Eden implores Will to join in her happiness, but he is stuck in misery. Will resents Eden for appearing to move on from the death of their son; his constant pain feels like a monument to the child he couldn’t save. Will’s discomfort with the woman who used to be his wife increases as the night goes on. Will notices bars on the windows that weren’t there before. He sees David lock the front door after a party guest comes inside. He starts to believe that Eden and David are hiding something, that their calm personas belie danger within. Will’s paranoia culminates in knocking glasses of wine out of his friends’ hands, convinced that Eden and David had poisoned them.

He was right. Every single glass that Eden handed to her friends contained a liquid that would kill them with a single sip.

Eden and David had planned the dinner party as a way to kill those they loved most, and then kill themselves. They meant everyone to die together, toasting to life one last time. But when Will interrupts the toast, they go after their friends with guns, knives, and whatever tools they have.

The brutal killings in The Invitation are terrible to watch. Kusama uses whispers and silence here where other directors would use tense music or screams. She does not glamorize death the way other horror movies do, by making each death a contest in increasing outrageousness. Instead, she slowly and carefully shows that victims feel pain and fear because they want to live. She focuses on faces of the people being hurt, and the camera lingers on Eden’s doubts when it doesn’t go to plan. The gravity of these deaths indicates that Kusama has felt the pain and grief of death, too.
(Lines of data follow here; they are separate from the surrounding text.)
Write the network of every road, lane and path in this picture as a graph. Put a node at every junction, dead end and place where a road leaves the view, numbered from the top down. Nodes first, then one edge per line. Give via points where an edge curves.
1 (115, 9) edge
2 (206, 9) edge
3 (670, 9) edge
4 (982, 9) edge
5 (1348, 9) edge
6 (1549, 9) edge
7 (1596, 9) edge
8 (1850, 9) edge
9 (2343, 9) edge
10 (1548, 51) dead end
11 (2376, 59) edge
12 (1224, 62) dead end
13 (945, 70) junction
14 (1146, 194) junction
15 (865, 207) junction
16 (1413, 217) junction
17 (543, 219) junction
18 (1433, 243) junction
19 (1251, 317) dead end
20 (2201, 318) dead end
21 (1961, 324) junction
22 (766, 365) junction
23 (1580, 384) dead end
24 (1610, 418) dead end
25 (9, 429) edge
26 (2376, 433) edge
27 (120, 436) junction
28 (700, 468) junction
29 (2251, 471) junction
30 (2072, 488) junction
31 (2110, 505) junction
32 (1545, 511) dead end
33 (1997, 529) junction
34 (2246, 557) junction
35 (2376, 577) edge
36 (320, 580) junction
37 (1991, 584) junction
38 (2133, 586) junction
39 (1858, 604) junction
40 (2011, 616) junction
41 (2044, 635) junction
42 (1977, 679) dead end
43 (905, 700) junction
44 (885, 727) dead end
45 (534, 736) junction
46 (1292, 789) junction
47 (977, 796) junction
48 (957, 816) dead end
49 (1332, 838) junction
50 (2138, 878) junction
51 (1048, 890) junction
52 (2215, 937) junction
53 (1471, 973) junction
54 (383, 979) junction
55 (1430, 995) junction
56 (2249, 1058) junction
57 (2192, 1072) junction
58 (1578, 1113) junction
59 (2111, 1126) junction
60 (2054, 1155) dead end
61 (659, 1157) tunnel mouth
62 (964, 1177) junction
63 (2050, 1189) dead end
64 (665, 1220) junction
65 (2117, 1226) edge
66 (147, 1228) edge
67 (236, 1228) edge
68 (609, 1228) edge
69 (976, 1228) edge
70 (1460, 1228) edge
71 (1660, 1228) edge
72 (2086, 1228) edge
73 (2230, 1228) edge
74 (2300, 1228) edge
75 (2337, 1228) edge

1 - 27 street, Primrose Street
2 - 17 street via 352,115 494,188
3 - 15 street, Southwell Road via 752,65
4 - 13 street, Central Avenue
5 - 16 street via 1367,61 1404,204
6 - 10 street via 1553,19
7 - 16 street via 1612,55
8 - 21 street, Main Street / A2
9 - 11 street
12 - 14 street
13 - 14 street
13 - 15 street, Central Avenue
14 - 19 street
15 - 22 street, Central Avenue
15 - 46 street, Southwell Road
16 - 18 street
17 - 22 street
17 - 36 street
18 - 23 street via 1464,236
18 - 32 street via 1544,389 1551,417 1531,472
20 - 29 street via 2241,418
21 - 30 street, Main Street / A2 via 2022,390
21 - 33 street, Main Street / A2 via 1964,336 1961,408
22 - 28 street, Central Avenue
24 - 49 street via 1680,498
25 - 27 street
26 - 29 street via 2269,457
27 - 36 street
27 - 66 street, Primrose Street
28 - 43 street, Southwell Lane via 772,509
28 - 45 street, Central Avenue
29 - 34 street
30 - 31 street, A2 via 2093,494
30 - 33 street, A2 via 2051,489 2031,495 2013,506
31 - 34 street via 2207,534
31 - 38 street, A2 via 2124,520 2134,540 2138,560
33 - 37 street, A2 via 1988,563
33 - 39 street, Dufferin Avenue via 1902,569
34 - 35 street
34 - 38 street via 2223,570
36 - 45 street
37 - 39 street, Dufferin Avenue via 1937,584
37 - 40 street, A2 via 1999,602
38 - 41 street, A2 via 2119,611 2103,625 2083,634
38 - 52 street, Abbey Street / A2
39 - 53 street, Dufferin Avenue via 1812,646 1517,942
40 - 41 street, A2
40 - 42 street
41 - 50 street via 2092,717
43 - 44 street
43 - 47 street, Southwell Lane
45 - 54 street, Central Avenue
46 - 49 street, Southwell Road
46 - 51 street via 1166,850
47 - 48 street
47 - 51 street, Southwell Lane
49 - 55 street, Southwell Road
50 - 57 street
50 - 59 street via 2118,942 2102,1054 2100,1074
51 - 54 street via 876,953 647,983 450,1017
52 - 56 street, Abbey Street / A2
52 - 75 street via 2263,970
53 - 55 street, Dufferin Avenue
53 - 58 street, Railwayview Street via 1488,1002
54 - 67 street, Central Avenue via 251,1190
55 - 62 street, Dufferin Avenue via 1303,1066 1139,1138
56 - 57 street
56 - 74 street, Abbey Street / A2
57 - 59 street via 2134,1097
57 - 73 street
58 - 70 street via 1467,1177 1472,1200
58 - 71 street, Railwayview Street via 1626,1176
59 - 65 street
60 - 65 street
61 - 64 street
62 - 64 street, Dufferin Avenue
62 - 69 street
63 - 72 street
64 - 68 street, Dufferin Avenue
The religion in The Invitation leads to disaster because it smothers that pain instead of helping someone through it. Acknowledging someone’s pain is to recognize their humanity; the Invitation instead treats humans like animals. Like the coyote, Eden and David see themselves and their friends as something to be put down instead of truly seen and understood.

The final scene of The Invitation highlights how pervasive this need for recognition is—or perhaps it shows how many of us are broken without it. After the rampage, the survivors leave the house and see a red lantern in the yard. The red light acts as an omen, a signal of the horror that happened within. As the sound rushes back to their ears, the friends hear sirens all around. When they finally look away from each other’s horror struck faces and into the hills of L.A., they see that red lanterns glitter the landscape, each one indicating another house where followers of the Invitation held their own violent dinner parties. The red lights are too numerous to count, sick stars in the night sky that form a constellation of destruction.

It should be hard to see why Eden and David turned murderous toward the ones they love most, but it’s not. They believed death would be a way to bring peace to their friends and save them from the pain they had experienced. It’s easy to see why they made that choice, and why they chose to believe in a religion that allowed them respite from the hell they’ve inhabited, even as it preached of death.

In beginning of the movie, Will chose death for something else, killing the coyote as a kindness. At the end, Will chooses life for himself by deciding to carry his grief with him as he moves forward. He doesn’t let go of or escape his pain, but he is able to make room in his heart for hope in spite of it. Like him, I have chosen faith in life over faith in death. But I can’t help but pray for grief to ebb, and to see those I love again.